* **Your instructions**
Whatever appears in the records, retype it exactly, except for the pictures.

(Collected data)
——

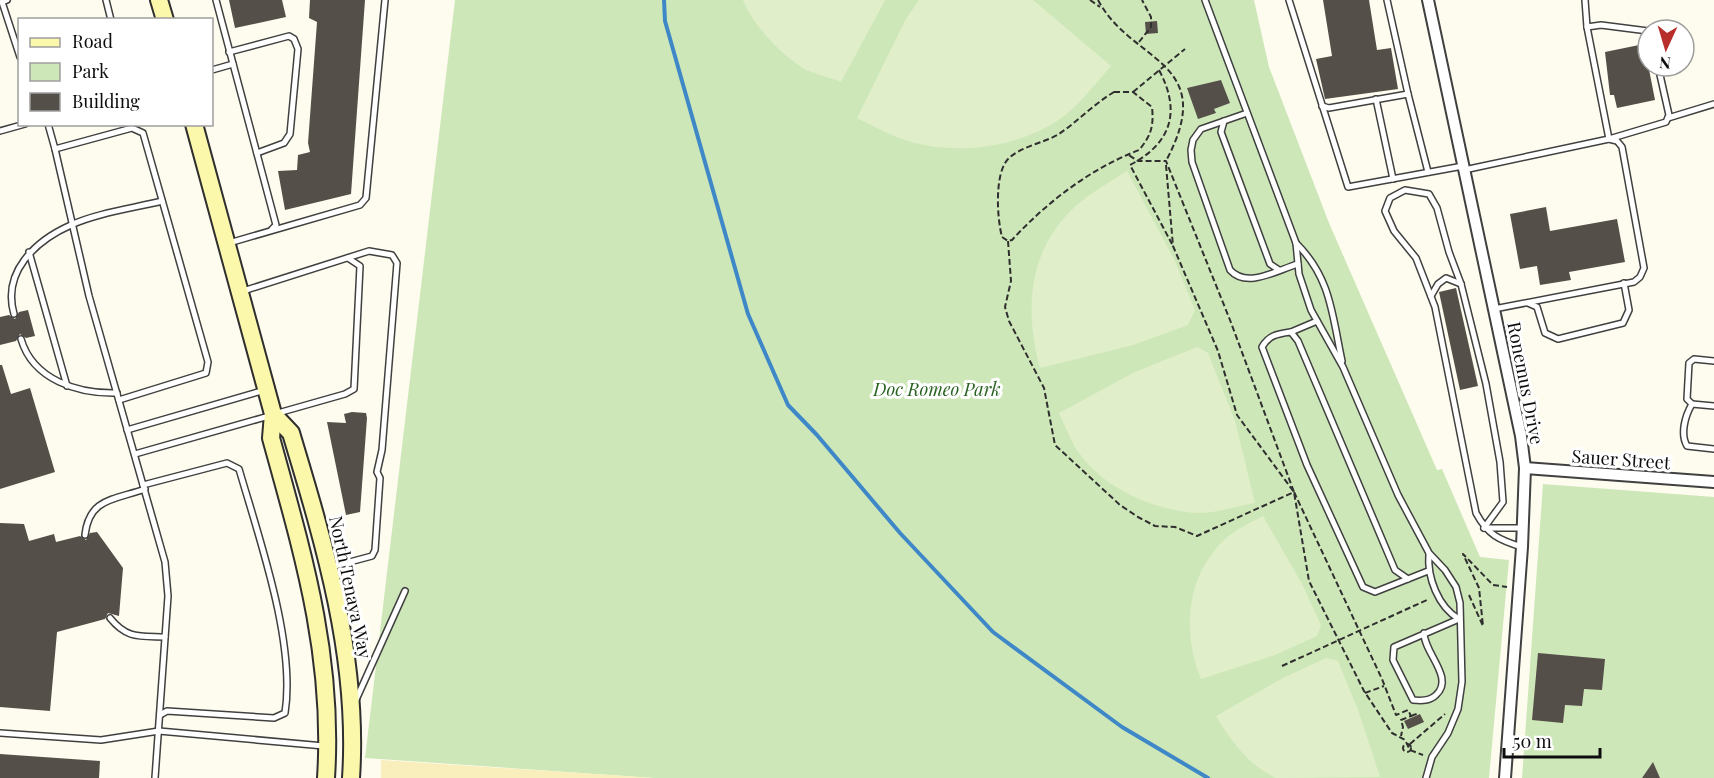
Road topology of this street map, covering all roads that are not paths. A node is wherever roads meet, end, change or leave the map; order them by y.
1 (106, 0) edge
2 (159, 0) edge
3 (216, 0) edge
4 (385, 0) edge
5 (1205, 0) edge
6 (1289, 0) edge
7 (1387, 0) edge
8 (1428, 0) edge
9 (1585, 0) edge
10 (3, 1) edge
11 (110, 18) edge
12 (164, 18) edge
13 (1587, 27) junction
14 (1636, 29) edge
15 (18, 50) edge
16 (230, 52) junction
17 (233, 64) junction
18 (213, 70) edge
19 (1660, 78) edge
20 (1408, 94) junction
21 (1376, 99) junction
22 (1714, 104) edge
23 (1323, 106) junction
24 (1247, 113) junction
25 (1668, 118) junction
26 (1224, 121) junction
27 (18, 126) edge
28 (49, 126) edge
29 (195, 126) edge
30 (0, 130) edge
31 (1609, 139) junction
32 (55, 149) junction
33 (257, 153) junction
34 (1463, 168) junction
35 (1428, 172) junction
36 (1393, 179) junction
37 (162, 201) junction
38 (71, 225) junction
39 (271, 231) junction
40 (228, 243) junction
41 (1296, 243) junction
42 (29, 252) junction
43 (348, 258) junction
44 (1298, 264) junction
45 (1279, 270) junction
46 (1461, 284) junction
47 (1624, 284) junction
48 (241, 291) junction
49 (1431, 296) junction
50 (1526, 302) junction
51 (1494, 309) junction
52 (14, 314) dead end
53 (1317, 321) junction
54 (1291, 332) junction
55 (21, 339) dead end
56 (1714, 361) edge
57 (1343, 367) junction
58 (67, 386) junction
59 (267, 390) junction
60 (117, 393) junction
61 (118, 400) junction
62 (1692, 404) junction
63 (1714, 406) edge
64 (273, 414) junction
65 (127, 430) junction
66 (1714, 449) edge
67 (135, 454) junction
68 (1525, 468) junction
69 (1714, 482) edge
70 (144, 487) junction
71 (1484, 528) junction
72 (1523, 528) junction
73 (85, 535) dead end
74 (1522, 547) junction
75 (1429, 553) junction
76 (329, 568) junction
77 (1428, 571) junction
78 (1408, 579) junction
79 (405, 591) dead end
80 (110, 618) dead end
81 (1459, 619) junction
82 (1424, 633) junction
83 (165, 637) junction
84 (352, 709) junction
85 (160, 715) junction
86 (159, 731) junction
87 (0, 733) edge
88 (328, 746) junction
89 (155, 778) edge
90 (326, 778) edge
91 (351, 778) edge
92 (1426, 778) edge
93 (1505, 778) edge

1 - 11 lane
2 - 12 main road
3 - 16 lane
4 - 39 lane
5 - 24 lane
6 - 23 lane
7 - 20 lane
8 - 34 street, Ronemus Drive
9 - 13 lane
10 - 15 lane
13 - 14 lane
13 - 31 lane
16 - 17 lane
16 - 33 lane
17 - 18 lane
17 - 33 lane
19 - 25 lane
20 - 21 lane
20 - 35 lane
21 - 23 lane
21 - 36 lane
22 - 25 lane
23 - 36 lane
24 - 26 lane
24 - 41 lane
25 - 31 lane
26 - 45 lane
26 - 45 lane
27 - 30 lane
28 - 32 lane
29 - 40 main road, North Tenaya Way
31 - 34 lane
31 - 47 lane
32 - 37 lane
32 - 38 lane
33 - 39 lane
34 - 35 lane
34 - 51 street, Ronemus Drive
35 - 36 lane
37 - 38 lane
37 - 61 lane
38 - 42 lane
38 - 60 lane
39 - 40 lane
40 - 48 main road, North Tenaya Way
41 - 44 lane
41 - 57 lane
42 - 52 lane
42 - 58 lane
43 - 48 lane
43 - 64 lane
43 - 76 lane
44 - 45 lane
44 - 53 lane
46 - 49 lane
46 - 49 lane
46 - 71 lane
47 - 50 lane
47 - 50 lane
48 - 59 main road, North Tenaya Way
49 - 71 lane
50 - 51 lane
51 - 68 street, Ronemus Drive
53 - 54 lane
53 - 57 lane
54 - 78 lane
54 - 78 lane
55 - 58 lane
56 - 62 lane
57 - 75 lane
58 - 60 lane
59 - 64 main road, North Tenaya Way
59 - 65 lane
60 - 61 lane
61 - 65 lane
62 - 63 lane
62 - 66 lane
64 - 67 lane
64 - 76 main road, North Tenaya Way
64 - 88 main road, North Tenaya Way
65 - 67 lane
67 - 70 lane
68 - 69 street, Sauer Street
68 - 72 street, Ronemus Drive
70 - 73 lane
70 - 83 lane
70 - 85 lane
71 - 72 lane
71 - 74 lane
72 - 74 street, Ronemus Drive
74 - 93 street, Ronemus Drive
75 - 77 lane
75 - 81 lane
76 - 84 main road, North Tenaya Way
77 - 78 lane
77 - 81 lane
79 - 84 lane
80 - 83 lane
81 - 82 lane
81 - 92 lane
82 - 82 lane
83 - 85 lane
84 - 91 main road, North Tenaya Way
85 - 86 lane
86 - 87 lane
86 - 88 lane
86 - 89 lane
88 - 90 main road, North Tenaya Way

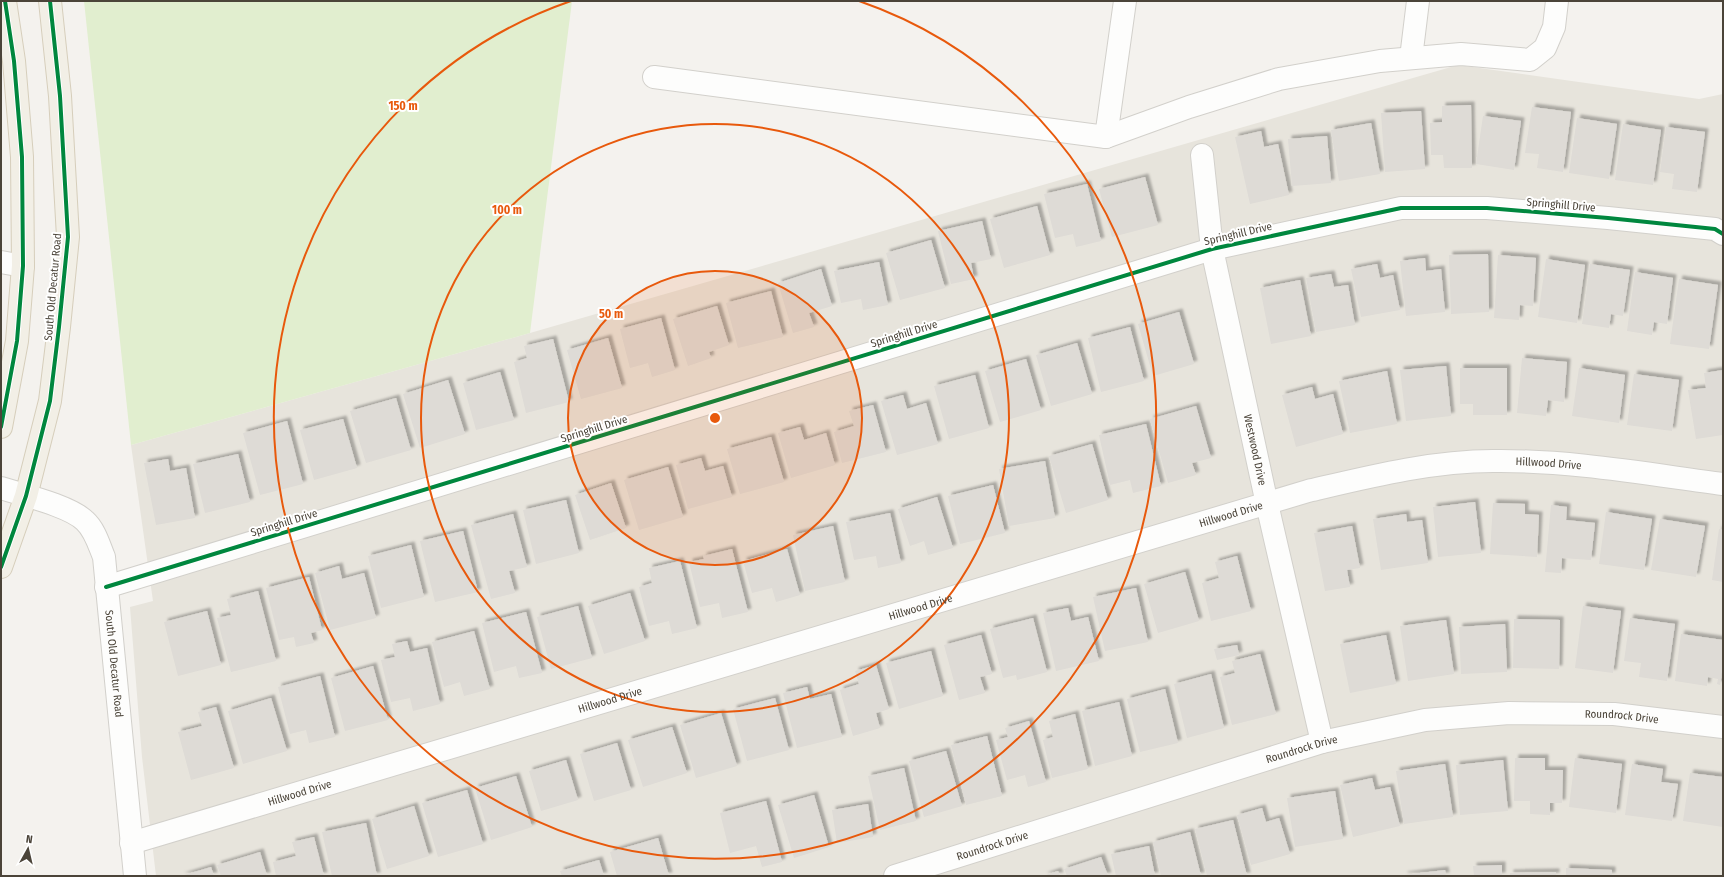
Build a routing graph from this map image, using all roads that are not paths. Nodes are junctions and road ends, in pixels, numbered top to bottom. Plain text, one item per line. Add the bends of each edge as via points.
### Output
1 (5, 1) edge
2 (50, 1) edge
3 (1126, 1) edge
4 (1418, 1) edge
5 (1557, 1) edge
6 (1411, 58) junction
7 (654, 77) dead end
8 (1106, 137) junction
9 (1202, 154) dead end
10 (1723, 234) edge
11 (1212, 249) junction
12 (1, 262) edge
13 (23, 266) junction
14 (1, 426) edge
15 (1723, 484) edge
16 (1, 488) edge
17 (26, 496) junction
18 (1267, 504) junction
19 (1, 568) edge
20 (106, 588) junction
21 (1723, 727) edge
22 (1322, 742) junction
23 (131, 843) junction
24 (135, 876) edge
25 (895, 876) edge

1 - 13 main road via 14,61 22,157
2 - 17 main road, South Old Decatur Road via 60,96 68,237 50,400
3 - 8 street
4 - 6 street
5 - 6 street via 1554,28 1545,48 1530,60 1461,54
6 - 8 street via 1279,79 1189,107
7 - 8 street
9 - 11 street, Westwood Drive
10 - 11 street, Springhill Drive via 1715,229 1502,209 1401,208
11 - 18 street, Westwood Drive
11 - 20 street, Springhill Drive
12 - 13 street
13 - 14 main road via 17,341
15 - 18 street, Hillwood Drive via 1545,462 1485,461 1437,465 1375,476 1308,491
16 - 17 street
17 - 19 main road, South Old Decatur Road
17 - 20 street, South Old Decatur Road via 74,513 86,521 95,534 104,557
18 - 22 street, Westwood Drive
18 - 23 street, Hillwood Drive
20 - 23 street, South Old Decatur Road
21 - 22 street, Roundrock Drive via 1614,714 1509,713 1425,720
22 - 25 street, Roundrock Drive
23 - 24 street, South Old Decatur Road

——

* **Result for this exercise**
Road topology of this street map, covering all roads that are not paths. A node is wherever roads meet, end, change or leave the map; order them by y.
1 (106, 0) edge
2 (159, 0) edge
3 (216, 0) edge
4 (385, 0) edge
5 (1205, 0) edge
6 (1289, 0) edge
7 (1387, 0) edge
8 (1428, 0) edge
9 (1585, 0) edge
10 (3, 1) edge
11 (110, 18) edge
12 (164, 18) edge
13 (1587, 27) junction
14 (1636, 29) edge
15 (18, 50) edge
16 (230, 52) junction
17 (233, 64) junction
18 (213, 70) edge
19 (1660, 78) edge
20 (1408, 94) junction
21 (1376, 99) junction
22 (1714, 104) edge
23 (1323, 106) junction
24 (1247, 113) junction
25 (1668, 118) junction
26 (1224, 121) junction
27 (18, 126) edge
28 (49, 126) edge
29 (195, 126) edge
30 (0, 130) edge
31 (1609, 139) junction
32 (55, 149) junction
33 (257, 153) junction
34 (1463, 168) junction
35 (1428, 172) junction
36 (1393, 179) junction
37 (162, 201) junction
38 (71, 225) junction
39 (271, 231) junction
40 (228, 243) junction
41 (1296, 243) junction
42 (29, 252) junction
43 (348, 258) junction
44 (1298, 264) junction
45 (1279, 270) junction
46 (1461, 284) junction
47 (1624, 284) junction
48 (241, 291) junction
49 (1431, 296) junction
50 (1526, 302) junction
51 (1494, 309) junction
52 (14, 314) dead end
53 (1317, 321) junction
54 (1291, 332) junction
55 (21, 339) dead end
56 (1714, 361) edge
57 (1343, 367) junction
58 (67, 386) junction
59 (267, 390) junction
60 (117, 393) junction
61 (118, 400) junction
62 (1692, 404) junction
63 (1714, 406) edge
64 (273, 414) junction
65 (127, 430) junction
66 (1714, 449) edge
67 (135, 454) junction
68 (1525, 468) junction
69 (1714, 482) edge
70 (144, 487) junction
71 (1484, 528) junction
72 (1523, 528) junction
73 (85, 535) dead end
74 (1522, 547) junction
75 (1429, 553) junction
76 (329, 568) junction
77 (1428, 571) junction
78 (1408, 579) junction
79 (405, 591) dead end
80 (110, 618) dead end
81 (1459, 619) junction
82 (1424, 633) junction
83 (165, 637) junction
84 (352, 709) junction
85 (160, 715) junction
86 (159, 731) junction
87 (0, 733) edge
88 (328, 746) junction
89 (155, 778) edge
90 (326, 778) edge
91 (351, 778) edge
92 (1426, 778) edge
93 (1505, 778) edge

1 - 11 lane
2 - 12 main road
3 - 16 lane
4 - 39 lane
5 - 24 lane
6 - 23 lane
7 - 20 lane
8 - 34 street, Ronemus Drive
9 - 13 lane
10 - 15 lane
13 - 14 lane
13 - 31 lane
16 - 17 lane
16 - 33 lane
17 - 18 lane
17 - 33 lane
19 - 25 lane
20 - 21 lane
20 - 35 lane
21 - 23 lane
21 - 36 lane
22 - 25 lane
23 - 36 lane
24 - 26 lane
24 - 41 lane
25 - 31 lane
26 - 45 lane
26 - 45 lane
27 - 30 lane
28 - 32 lane
29 - 40 main road, North Tenaya Way
31 - 34 lane
31 - 47 lane
32 - 37 lane
32 - 38 lane
33 - 39 lane
34 - 35 lane
34 - 51 street, Ronemus Drive
35 - 36 lane
37 - 38 lane
37 - 61 lane
38 - 42 lane
38 - 60 lane
39 - 40 lane
40 - 48 main road, North Tenaya Way
41 - 44 lane
41 - 57 lane
42 - 52 lane
42 - 58 lane
43 - 48 lane
43 - 64 lane
43 - 76 lane
44 - 45 lane
44 - 53 lane
46 - 49 lane
46 - 49 lane
46 - 71 lane
47 - 50 lane
47 - 50 lane
48 - 59 main road, North Tenaya Way
49 - 71 lane
50 - 51 lane
51 - 68 street, Ronemus Drive
53 - 54 lane
53 - 57 lane
54 - 78 lane
54 - 78 lane
55 - 58 lane
56 - 62 lane
57 - 75 lane
58 - 60 lane
59 - 64 main road, North Tenaya Way
59 - 65 lane
60 - 61 lane
61 - 65 lane
62 - 63 lane
62 - 66 lane
64 - 67 lane
64 - 76 main road, North Tenaya Way
64 - 88 main road, North Tenaya Way
65 - 67 lane
67 - 70 lane
68 - 69 street, Sauer Street
68 - 72 street, Ronemus Drive
70 - 73 lane
70 - 83 lane
70 - 85 lane
71 - 72 lane
71 - 74 lane
72 - 74 street, Ronemus Drive
74 - 93 street, Ronemus Drive
75 - 77 lane
75 - 81 lane
76 - 84 main road, North Tenaya Way
77 - 78 lane
77 - 81 lane
79 - 84 lane
80 - 83 lane
81 - 82 lane
81 - 92 lane
82 - 82 lane
83 - 85 lane
84 - 91 main road, North Tenaya Way
85 - 86 lane
86 - 87 lane
86 - 88 lane
86 - 89 lane
88 - 90 main road, North Tenaya Way

Build a routing graph from this map image, using all roads that are not paths. Nodes are junctions and road ends, in pixels, numbered top to bottom. Plain text, one item per line. Add the bends of each edge as via points.
### Output
1 (5, 1) edge
2 (50, 1) edge
3 (1126, 1) edge
4 (1418, 1) edge
5 (1557, 1) edge
6 (1411, 58) junction
7 (654, 77) dead end
8 (1106, 137) junction
9 (1202, 154) dead end
10 (1723, 234) edge
11 (1212, 249) junction
12 (1, 262) edge
13 (23, 266) junction
14 (1, 426) edge
15 (1723, 484) edge
16 (1, 488) edge
17 (26, 496) junction
18 (1267, 504) junction
19 (1, 568) edge
20 (106, 588) junction
21 (1723, 727) edge
22 (1322, 742) junction
23 (131, 843) junction
24 (135, 876) edge
25 (895, 876) edge

1 - 13 main road via 14,61 22,157
2 - 17 main road, South Old Decatur Road via 60,96 68,237 50,400
3 - 8 street
4 - 6 street
5 - 6 street via 1554,28 1545,48 1530,60 1461,54
6 - 8 street via 1279,79 1189,107
7 - 8 street
9 - 11 street, Westwood Drive
10 - 11 street, Springhill Drive via 1715,229 1502,209 1401,208
11 - 18 street, Westwood Drive
11 - 20 street, Springhill Drive
12 - 13 street
13 - 14 main road via 17,341
15 - 18 street, Hillwood Drive via 1545,462 1485,461 1437,465 1375,476 1308,491
16 - 17 street
17 - 19 main road, South Old Decatur Road
17 - 20 street, South Old Decatur Road via 74,513 86,521 95,534 104,557
18 - 22 street, Westwood Drive
18 - 23 street, Hillwood Drive
20 - 23 street, South Old Decatur Road
21 - 22 street, Roundrock Drive via 1614,714 1509,713 1425,720
22 - 25 street, Roundrock Drive
23 - 24 street, South Old Decatur Road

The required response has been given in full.